Also, if you don't have Crispin and Gregory's Agile Testing, get it.

Some things that I've found helpful include:

  • Test plans will still happen - but they tend to be much more lightweight and built as you test. Some tools support this much better than others.
  • Test cases also get lighter: if you've been creating test cases at a detailed "click this link, enter that text, click this button" level, you can (thankfully!) stop doing that and look more towards a lighter style.
  • Generally speaking, test cases come from the user stories and acceptance tests: as an example, an acceptance test might be "As a logged in user, I expect to see a list of all my orders and their current status when I navigate to the order management page". This could produce test cases that look a bit like this:
    • If the user is logged in, there is a link to the order management page on the main page.
    • If the user is not logged in, there is no link to the order management page.
    • The order management page lists all orders for the logged in user, sorted by date from the most recent to the oldest, and shows the status of each order.
  • If your team is creating unit tests, you should be familiar with what they are testing because this simplifies your testing: good unit tests will cover business logic and allow your manual testing to focus on end-to-end scenarios
  • Test the happy path/steel thread first.

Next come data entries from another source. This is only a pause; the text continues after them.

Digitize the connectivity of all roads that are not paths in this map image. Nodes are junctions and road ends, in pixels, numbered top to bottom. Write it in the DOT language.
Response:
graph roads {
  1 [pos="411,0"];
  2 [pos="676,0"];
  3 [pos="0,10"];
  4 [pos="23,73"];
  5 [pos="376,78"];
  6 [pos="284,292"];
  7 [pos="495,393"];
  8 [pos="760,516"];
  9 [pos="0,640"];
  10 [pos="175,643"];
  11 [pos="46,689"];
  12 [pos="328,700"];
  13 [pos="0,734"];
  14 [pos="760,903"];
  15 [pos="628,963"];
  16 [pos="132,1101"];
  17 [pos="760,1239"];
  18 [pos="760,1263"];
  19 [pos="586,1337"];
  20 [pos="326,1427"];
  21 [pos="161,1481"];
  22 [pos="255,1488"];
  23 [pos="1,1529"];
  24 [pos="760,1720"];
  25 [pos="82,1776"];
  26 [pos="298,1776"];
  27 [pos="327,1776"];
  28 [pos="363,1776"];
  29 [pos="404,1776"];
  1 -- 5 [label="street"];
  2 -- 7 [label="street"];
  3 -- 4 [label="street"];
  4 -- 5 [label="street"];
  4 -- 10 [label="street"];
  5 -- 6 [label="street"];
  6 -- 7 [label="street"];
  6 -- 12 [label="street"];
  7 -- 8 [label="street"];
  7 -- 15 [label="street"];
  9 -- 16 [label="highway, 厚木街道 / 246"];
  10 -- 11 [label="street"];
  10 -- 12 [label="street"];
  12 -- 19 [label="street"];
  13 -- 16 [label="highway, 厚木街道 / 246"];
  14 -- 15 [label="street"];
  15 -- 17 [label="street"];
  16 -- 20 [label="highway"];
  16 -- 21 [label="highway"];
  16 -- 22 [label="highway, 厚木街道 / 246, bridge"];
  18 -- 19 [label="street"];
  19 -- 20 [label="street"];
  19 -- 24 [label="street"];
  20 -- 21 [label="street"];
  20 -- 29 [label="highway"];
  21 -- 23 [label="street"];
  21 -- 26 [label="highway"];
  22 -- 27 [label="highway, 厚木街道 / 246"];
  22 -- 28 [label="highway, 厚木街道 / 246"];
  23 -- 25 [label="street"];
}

This is the minimum necessary functionality to satisfy the user story/acceptance tests/use case.
  • Exploratory testing sessions should be documented and time-boxed ("Spend an hour exploring the behavior of the order management page").
  • Often it's easier not to report issues in a formal sense, especially if your team isn't running a mini-waterfall inside an iteration - my method was to check with the developer when I found something odd, and if they were already working on it or they could have a fix to me within a day, that was all that happened. I'd report something to go into the backlog and be prioritized only if I couldn't get the fix within a day - which cut down the amount of time I spent creating bug reports by a significant margin.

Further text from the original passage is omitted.